Emma Woodhouse is an atypical heroine for a Jane Austen novel. Usually, we see disadvantaged girls struggle to find happiness through marriage. In Emma's case, we see a girl who has everything in the world she could want. She is rich, pretty, and happy. She has no desire to be married, as it would interfere with the simple life she enjoys with her father and she knows it would break his heart to be parted from her. The story follows Emma's life beginning at 21 as she tries to help a young girl named Harriet Smith marry above her station. Emma also engages in a flirtation with a young man and generally makes a bit of a mess of things whenever she gets involved.
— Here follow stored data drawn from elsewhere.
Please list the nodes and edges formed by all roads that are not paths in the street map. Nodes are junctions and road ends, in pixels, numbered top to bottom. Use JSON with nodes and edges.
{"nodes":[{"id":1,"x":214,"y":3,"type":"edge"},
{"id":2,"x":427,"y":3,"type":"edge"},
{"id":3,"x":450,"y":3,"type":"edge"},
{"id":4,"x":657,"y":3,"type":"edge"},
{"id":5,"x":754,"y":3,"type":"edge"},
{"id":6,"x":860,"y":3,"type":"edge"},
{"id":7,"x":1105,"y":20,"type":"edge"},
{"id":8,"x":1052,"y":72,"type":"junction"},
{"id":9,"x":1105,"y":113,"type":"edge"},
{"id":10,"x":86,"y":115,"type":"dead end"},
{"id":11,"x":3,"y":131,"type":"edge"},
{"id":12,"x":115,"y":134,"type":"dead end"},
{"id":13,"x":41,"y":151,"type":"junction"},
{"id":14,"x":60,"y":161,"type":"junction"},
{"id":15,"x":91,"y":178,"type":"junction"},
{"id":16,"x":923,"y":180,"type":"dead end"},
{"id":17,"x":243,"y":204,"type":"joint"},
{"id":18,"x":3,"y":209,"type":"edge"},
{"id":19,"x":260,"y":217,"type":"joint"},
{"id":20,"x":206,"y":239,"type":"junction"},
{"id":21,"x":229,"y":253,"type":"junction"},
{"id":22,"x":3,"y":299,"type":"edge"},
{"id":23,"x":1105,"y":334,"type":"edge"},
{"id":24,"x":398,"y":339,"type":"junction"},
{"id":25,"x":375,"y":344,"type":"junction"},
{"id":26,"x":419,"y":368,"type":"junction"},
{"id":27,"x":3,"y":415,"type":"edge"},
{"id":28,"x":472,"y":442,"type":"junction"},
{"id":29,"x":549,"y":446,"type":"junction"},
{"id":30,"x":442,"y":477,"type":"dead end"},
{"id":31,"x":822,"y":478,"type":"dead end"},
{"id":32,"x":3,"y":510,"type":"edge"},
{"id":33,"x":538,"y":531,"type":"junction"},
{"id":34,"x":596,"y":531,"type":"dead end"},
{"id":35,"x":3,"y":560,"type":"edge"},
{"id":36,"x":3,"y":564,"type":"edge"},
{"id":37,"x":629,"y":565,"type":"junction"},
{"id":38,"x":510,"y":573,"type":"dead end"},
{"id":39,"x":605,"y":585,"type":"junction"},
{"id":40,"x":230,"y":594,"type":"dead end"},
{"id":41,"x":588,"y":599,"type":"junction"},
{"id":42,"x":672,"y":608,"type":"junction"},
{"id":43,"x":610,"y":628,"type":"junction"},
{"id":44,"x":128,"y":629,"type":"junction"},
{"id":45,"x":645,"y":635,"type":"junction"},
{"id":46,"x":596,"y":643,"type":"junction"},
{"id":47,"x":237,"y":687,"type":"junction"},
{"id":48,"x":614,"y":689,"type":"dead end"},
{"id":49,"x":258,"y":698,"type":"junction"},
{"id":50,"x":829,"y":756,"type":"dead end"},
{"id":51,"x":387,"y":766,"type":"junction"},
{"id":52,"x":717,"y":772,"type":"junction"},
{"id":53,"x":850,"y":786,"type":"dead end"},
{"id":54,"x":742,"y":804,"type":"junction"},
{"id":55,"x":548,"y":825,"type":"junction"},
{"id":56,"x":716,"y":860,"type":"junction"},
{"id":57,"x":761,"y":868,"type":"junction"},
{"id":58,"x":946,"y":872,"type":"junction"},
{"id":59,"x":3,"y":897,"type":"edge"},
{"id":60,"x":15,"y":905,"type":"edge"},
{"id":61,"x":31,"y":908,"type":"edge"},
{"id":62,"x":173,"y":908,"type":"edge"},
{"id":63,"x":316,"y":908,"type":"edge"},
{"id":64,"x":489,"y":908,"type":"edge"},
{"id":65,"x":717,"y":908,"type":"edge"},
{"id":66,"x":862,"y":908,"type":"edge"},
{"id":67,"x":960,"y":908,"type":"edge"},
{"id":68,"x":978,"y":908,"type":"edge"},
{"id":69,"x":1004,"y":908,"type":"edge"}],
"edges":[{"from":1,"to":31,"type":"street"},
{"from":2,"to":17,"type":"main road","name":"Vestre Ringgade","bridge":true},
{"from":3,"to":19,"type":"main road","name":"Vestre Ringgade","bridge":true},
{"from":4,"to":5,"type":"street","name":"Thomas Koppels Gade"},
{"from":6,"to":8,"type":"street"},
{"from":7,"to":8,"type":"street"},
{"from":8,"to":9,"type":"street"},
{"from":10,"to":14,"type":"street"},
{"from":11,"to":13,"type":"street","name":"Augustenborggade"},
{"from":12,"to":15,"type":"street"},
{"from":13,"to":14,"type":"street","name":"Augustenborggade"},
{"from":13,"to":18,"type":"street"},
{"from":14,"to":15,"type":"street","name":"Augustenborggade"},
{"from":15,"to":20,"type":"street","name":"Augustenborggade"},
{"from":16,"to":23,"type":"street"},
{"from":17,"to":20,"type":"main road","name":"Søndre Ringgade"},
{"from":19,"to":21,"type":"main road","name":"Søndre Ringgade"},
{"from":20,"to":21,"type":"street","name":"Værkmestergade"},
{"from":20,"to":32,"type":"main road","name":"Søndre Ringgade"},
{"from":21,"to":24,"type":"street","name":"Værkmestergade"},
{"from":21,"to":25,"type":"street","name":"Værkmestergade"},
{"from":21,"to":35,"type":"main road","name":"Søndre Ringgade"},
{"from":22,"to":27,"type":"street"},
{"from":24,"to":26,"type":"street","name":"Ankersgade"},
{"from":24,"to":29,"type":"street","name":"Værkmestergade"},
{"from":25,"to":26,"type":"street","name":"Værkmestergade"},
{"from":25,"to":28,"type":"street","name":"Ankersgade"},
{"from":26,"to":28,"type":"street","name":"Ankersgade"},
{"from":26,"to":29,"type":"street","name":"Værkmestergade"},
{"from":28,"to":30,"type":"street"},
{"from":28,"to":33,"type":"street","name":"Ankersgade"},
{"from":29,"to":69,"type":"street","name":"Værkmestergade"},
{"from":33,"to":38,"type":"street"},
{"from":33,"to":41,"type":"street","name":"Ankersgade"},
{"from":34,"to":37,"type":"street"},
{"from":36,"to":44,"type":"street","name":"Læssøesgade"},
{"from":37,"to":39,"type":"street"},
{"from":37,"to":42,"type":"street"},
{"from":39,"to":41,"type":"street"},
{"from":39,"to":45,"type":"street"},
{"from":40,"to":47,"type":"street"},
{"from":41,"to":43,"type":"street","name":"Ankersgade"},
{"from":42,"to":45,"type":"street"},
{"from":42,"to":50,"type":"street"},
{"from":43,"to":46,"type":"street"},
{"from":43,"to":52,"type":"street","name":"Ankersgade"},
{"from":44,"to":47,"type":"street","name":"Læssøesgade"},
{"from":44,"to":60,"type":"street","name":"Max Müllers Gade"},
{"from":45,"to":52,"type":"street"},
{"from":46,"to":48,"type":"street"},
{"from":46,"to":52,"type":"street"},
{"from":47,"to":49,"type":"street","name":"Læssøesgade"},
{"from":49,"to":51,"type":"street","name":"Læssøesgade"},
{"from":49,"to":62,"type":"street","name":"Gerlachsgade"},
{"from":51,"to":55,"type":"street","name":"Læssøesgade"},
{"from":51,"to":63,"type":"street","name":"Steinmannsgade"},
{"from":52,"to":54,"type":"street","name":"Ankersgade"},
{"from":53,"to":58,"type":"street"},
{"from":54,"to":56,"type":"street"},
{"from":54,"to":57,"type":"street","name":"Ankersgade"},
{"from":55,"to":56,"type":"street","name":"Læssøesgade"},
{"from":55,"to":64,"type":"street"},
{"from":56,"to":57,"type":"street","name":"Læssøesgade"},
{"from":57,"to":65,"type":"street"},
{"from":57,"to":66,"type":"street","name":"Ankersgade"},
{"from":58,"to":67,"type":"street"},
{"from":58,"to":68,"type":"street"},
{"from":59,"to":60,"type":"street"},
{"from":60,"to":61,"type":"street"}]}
I have read that Jane Austen felt that Emma was a character only her creator could like. I would have to disagree with that. Emma is certainly flawed, but her heart is almost always in the right place. Pride has blinded her to her own limitations but she is also one who does not shrink from the responsibility of her mistakes and tries very hard to learn from them. I found this admirable and grew to like her more and more as the book progressed.

Aside from Emma, the rest of the cast was also very well written. Her father is a complete hypochondriac and often engages in behavior that would typically be considered highly rude. Yet, he is motivated so completely by a desire to be kind to others that his misguided application of that desire only endears him to the reader. Mr. Knightley, the no-nonsense friend of the family is admittedly not the most complex character in the world, but he is a very good one and his solidity is a great counterbalance to Emma's wishful thinking.

In summary, Emma is a nice change of pace from Jane Austen's other novels. It starts off well and grows more engaging as it continues. The characters are interesting and Emma herself grows considerably during the course of the novel.